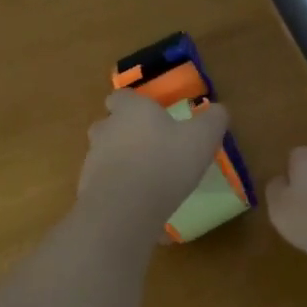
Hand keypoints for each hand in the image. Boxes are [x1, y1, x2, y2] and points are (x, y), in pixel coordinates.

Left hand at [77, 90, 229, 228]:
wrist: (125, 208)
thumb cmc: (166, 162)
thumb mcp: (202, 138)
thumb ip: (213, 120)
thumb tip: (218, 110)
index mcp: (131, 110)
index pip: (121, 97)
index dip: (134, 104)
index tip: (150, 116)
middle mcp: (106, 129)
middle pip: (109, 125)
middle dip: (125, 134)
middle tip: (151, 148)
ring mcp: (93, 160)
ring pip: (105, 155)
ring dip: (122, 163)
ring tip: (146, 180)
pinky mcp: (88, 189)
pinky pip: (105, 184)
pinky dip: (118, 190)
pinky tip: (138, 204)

---

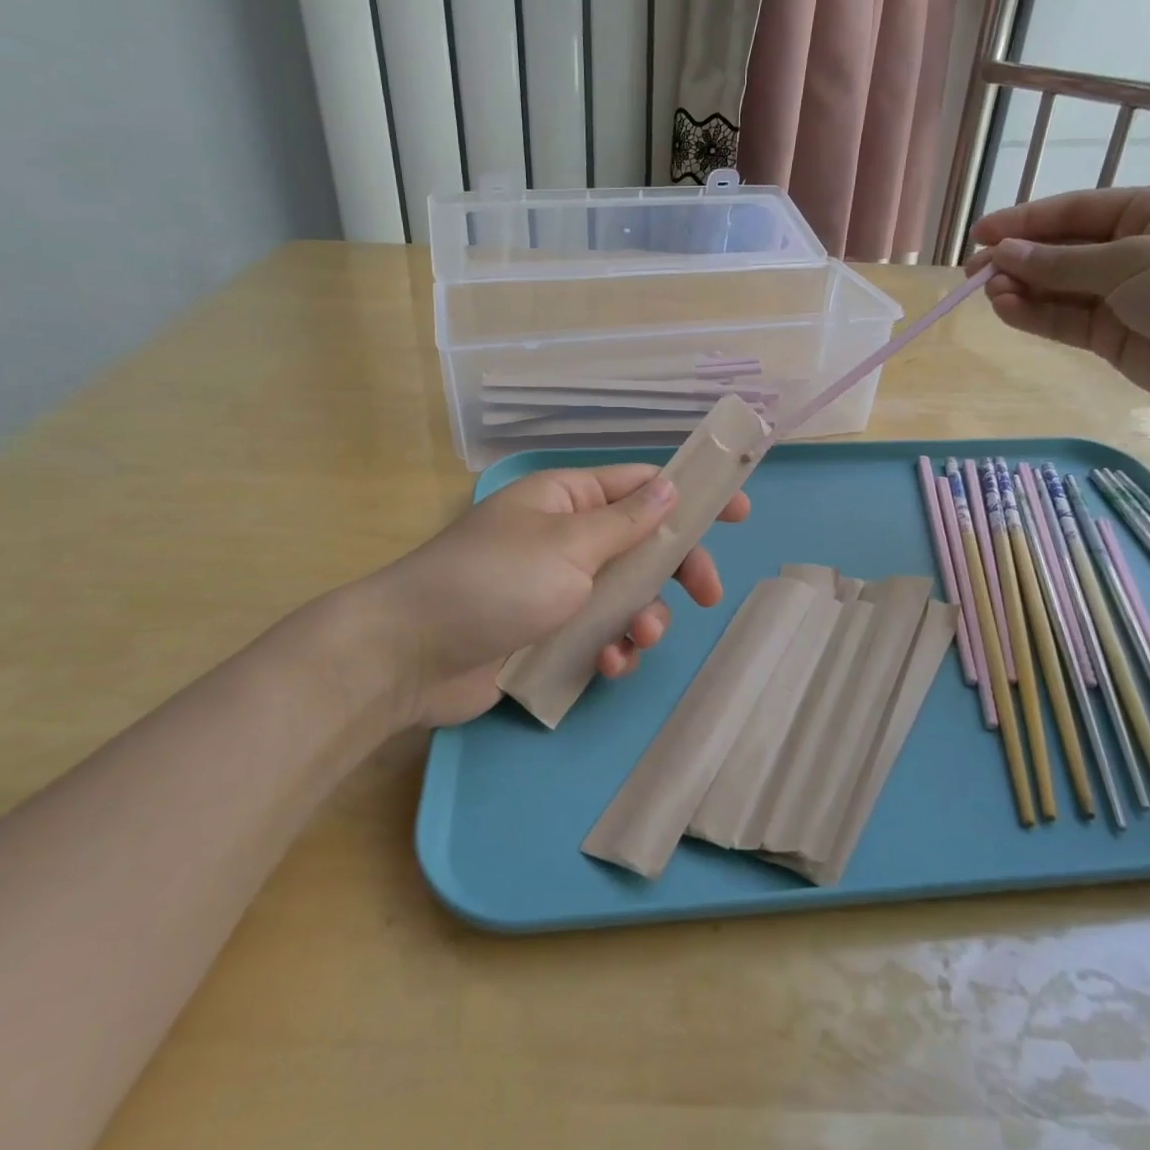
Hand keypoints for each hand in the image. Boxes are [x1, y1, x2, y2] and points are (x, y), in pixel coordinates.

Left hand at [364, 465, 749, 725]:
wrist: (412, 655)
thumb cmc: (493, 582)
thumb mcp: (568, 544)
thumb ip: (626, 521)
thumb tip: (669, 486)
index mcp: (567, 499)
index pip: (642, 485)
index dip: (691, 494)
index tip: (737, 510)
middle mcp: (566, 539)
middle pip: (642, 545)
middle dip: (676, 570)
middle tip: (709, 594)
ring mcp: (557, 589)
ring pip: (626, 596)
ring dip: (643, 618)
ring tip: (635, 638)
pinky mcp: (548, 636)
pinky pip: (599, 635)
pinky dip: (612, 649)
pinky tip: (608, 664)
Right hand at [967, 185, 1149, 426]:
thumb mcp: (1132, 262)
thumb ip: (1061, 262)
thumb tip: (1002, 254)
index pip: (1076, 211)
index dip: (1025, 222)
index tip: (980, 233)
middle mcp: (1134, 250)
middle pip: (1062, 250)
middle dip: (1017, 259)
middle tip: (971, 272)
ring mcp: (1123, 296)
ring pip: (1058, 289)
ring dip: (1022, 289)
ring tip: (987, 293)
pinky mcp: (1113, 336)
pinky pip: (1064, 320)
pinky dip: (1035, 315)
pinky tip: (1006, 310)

ASSIGNED TASK: Restate word for word the lines of the data above, starting at the line containing "middle pip: (642, 545)" and ending at the line containing "pinky tip: (608, 664)", both included, and nothing more.

TASK ANSWER:
middle pip: (642, 545)
middle dip: (676, 570)
middle tip: (709, 594)
ring mcp: (557, 589)
ring pip: (626, 596)
ring dip: (643, 618)
ring tip: (635, 638)
pinky mcp: (548, 636)
pinky pip: (599, 635)
pinky dip: (612, 649)
pinky tip: (608, 664)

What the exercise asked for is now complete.